| 
                                                         
                                                        
                                                        Se’âdet-i Ebediyye 
                                                        Kitâbında Adı Geçenlerin 
                                                        Hâl Tercemeleri 
                                                        
                                                        
                                                        
                                                        0963 
— YÛSÜF-İ HEMEDÂNÎ 
“Rahmetullahi Teâlâ Aleyh”: Ebû Ya’kûb Yûsüf bin Eyyûb Hemedânî, Ehl-i sünnet 
âlimlerinden ve Evliyânın büyüklerindendir. Büyük âlimlerdendir. (Umdet-ül-makâmât)da 
diyor ki, (Piyâde olarak otuzyedi hac yapdı. Kur’ân-ı kerîmi binlerce hatm 
eyledi. Gece nemâzlarında, her rek’atde, bir cüz’ okurdu. Tefsîr, hadîs, kelâm 
ve fıkhdan yediyüz cüz’ ezberinde idi. İkiyüzonüç mürşid-i kâmilden istifâde 
etdi. Yedibin kâfirin îmâna gelmesine sebeb oldu. Hızır aleyhisselâm ile çok 
sohbet etdi. Hastalara ve nazar değenlere ta’vîz ve mıska yazardı. İmâm-ı a’zam 
soyundan idi). [440] da Hemedânda tevellüd, 535 [m. 1141] senesinde Hirâtda 
vefât etdi. Merv şehrindedir. Onsekiz yaşında Bağdâda gelip, Ebû İshâk-ı 
Şîrâzîden okudu. Hanefî fıkh ve münâzara âlimi oldu. Ebû Alî Fârmedîden feyz 
alıp, kemâle geldi. Muhyiddîn-i Arabî hazretleri bir kitâbında diyor ki, [602] 

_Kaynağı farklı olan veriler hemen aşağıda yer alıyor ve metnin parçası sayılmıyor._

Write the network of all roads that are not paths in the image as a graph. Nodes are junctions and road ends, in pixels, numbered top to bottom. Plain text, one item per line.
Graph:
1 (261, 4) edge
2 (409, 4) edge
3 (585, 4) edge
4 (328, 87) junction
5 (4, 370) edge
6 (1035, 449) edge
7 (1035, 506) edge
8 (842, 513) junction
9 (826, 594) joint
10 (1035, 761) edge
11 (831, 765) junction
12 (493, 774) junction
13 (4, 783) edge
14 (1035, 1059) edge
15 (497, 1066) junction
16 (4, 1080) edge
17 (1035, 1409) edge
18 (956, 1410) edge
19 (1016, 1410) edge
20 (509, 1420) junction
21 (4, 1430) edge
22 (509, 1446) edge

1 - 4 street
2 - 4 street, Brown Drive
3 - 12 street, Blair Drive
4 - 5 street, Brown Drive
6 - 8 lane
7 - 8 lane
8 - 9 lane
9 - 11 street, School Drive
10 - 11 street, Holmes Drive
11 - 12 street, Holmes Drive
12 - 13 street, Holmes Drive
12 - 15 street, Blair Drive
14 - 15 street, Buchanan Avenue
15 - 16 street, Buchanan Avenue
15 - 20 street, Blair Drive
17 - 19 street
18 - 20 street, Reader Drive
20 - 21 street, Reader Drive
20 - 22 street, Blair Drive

senesinde şeyh Evhâd-eddîn-i Hâmid Kezmânî Konyaya geldi. Hemedânda Yûsüf-i 
Hemedânî, altmış yıldan ziyâde irşâd etmişdir. Birgün bir yere gitmek istedi. 
Hayvânın yularını serbest bırakdı. Hayvân bunu, şehr hâricinde bir mescide 
götürdü. Mescidde bir genç, buna birşey sordu. Cevâbını verdi, dedi. Muhyiddîn-i 
Arabî hazretleri, burada buyuruyor ki, (Sâdık olan talebe üstâdı kendi yanına 
çeker.) (Fetâvâ-i hadîsiyye) sonunda diyor ki, (Ebû Sa’îd Abdüllah ve İbn-üs-sakkâ 
ve Abdülkâdir-i Geylânî hazretleri, ilm tahsîli için Bağdâda gelmişlerdi. Yûsüf-i 
Hemedânî Bağdâdda, Nizâmiyye medresesinde va’z ediyordu. İbn-üs-sakkâ adındaki 
meşhûr derin âlim, kalkıp birşey sordu. Otur, senin sözünden küfr kokusu geliyor 
buyurdu. Hakîkaten İstanbula sefîr olarak gidip, orada hıristiyan oldu.) 
Abdülhâlık-i Goncdüvânî ve Ahmed-i Yesevî gibi büyük Velîler yetişdirdi. (Zînet-ül-hayât), 
(Menâzil-üs-sâyirîn) ve (Menâzil-üs-sâlikîn) kitâbları meşhûrdur.